> INSTRUCTIONS TO FOLLOW: Below are the records. List every line holding the word "bridge".

*** DATA SECTION ***

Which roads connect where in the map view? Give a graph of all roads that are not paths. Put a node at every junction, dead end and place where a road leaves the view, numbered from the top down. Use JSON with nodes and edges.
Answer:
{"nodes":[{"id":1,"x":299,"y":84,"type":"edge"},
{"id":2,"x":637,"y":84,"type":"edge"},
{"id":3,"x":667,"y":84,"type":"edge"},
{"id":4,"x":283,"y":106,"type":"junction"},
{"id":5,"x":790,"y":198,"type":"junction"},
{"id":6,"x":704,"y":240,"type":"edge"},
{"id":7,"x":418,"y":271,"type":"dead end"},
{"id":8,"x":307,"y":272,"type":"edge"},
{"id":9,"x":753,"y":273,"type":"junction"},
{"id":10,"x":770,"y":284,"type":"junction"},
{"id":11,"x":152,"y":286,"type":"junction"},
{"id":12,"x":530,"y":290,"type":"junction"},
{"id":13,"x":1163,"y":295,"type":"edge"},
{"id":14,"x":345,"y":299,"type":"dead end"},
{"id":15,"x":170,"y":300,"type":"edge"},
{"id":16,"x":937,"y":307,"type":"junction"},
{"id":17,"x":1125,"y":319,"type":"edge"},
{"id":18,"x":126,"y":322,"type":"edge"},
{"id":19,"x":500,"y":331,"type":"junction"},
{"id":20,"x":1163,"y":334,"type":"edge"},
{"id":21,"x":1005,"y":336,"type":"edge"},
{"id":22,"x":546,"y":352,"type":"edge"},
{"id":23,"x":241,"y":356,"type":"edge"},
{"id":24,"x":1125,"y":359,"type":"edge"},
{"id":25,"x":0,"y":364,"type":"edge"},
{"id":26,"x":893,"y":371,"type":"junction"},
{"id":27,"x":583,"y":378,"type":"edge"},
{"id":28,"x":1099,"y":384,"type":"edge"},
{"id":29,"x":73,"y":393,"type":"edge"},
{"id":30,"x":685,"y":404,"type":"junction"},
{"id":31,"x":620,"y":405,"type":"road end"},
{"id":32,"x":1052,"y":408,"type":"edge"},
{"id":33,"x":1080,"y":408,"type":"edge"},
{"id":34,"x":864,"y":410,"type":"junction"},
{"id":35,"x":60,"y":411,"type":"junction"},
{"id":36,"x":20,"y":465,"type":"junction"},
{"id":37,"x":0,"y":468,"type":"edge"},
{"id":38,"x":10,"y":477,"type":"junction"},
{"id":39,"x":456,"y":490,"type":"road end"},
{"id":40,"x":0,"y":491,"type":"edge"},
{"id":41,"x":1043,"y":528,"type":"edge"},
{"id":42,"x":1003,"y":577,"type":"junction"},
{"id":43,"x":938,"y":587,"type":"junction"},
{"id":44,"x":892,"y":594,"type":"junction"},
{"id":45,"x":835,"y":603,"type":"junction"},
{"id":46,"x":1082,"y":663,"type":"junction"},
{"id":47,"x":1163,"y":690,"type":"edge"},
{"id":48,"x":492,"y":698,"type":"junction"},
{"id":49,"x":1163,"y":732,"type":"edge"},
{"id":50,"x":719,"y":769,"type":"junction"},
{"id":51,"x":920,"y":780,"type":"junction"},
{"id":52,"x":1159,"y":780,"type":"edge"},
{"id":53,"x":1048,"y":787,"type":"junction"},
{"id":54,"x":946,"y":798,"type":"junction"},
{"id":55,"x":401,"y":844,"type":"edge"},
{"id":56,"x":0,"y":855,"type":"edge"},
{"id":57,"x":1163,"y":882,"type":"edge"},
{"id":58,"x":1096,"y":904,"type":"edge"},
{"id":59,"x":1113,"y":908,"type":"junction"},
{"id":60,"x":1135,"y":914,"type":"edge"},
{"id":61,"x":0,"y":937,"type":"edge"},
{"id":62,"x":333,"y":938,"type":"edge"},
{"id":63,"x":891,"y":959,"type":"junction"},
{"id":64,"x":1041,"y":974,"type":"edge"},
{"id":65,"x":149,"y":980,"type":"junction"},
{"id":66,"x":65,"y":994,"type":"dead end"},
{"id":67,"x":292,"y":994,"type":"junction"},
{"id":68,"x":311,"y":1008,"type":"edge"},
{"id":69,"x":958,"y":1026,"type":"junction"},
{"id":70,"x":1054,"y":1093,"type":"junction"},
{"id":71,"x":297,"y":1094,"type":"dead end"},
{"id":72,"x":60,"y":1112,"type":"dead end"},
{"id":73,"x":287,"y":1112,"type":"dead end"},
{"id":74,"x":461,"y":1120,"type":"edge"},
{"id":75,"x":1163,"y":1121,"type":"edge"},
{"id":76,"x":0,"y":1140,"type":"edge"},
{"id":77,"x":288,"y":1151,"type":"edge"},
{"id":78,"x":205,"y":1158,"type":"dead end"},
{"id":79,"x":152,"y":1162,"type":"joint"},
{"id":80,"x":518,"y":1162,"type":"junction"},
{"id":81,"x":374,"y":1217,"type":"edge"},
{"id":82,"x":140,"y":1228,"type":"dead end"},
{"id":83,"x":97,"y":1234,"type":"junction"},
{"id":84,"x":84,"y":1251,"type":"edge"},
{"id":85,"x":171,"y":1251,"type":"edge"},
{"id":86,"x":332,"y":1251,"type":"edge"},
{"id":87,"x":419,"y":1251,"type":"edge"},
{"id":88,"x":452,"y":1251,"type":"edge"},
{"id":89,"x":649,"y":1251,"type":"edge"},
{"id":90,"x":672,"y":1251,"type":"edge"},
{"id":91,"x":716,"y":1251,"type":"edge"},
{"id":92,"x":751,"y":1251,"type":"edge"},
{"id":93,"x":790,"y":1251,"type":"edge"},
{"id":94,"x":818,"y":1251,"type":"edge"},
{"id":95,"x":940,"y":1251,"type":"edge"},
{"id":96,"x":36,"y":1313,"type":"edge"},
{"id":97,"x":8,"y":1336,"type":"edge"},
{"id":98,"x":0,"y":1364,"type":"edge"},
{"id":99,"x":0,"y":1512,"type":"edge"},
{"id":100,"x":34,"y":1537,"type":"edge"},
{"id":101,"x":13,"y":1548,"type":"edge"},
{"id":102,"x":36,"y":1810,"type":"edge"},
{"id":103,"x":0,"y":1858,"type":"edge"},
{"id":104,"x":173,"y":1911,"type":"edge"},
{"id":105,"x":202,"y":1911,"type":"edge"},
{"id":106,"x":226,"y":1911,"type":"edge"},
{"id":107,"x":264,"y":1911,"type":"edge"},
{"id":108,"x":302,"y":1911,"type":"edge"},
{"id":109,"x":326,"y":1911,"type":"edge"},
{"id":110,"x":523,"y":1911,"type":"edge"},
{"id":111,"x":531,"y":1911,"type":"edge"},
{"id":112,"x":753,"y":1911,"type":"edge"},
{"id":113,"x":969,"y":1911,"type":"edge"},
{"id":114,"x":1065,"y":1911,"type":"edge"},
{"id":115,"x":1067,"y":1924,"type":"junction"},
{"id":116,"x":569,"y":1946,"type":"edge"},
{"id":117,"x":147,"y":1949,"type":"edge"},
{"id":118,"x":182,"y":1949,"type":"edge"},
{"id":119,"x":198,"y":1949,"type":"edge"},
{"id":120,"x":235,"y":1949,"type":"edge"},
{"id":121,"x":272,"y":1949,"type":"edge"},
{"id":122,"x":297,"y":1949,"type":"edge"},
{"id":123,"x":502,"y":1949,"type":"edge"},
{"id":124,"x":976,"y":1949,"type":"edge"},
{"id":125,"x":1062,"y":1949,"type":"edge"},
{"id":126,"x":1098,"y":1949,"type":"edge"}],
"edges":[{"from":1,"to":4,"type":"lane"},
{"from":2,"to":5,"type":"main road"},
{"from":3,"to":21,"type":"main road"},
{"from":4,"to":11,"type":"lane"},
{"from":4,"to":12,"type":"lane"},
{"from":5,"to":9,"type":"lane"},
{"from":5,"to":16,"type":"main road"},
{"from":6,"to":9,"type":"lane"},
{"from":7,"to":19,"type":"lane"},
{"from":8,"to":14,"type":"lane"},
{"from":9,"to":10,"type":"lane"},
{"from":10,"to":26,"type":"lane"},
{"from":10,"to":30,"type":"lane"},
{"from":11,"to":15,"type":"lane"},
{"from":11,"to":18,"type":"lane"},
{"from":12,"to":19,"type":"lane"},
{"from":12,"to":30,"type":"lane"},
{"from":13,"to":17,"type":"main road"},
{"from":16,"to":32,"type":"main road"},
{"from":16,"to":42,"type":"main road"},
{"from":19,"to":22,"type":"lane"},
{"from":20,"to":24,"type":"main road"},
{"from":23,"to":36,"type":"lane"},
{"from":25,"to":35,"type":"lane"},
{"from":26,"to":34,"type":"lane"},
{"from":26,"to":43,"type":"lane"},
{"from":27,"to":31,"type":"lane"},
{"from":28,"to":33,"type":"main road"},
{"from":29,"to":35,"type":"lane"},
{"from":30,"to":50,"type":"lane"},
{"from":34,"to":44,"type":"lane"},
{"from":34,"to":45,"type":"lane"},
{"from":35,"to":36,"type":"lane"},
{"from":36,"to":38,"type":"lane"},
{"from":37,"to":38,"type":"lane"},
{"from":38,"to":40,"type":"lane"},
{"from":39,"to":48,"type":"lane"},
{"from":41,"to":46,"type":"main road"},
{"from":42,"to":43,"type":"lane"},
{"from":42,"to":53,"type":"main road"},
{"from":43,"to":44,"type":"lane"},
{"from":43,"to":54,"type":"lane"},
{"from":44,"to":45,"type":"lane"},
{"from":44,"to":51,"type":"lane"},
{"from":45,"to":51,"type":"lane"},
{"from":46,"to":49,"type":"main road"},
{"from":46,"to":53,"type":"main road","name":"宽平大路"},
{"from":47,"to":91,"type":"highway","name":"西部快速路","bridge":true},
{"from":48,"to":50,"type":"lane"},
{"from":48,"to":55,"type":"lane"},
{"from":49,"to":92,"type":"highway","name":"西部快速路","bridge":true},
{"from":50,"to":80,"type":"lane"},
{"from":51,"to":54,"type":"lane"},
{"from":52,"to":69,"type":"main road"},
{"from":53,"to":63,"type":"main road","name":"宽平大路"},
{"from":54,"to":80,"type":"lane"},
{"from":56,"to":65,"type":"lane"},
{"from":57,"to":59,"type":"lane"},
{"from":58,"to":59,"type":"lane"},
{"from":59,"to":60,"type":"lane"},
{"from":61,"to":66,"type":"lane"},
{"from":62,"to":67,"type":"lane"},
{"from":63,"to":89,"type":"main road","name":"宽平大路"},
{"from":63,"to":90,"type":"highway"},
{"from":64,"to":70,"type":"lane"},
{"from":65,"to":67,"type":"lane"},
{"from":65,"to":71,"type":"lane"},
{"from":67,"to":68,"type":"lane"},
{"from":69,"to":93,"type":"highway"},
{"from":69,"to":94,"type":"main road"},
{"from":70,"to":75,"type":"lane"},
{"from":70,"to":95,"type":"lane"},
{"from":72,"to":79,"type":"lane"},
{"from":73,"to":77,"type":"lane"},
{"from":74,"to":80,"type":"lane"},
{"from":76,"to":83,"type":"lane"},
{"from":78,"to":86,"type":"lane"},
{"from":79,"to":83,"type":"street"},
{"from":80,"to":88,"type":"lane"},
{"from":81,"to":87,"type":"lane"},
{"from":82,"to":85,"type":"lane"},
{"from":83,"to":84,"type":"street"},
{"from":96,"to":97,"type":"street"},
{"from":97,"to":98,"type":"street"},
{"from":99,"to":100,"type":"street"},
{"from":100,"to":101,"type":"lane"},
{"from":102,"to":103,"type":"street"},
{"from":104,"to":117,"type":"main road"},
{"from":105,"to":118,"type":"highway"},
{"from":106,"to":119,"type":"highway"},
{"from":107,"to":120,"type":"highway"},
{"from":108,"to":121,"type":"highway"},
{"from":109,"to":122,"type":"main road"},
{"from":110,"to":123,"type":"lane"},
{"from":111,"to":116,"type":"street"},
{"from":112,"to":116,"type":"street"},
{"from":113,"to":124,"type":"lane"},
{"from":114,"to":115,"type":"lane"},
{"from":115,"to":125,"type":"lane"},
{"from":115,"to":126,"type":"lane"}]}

*** End of DATA SECTION ***

> RESPONSE TO THIS EXERCISE:
{"from":47,"to":91,"type":"highway","name":"西部快速路","bridge":true},
{"from":49,"to":92,"type":"highway","name":"西部快速路","bridge":true},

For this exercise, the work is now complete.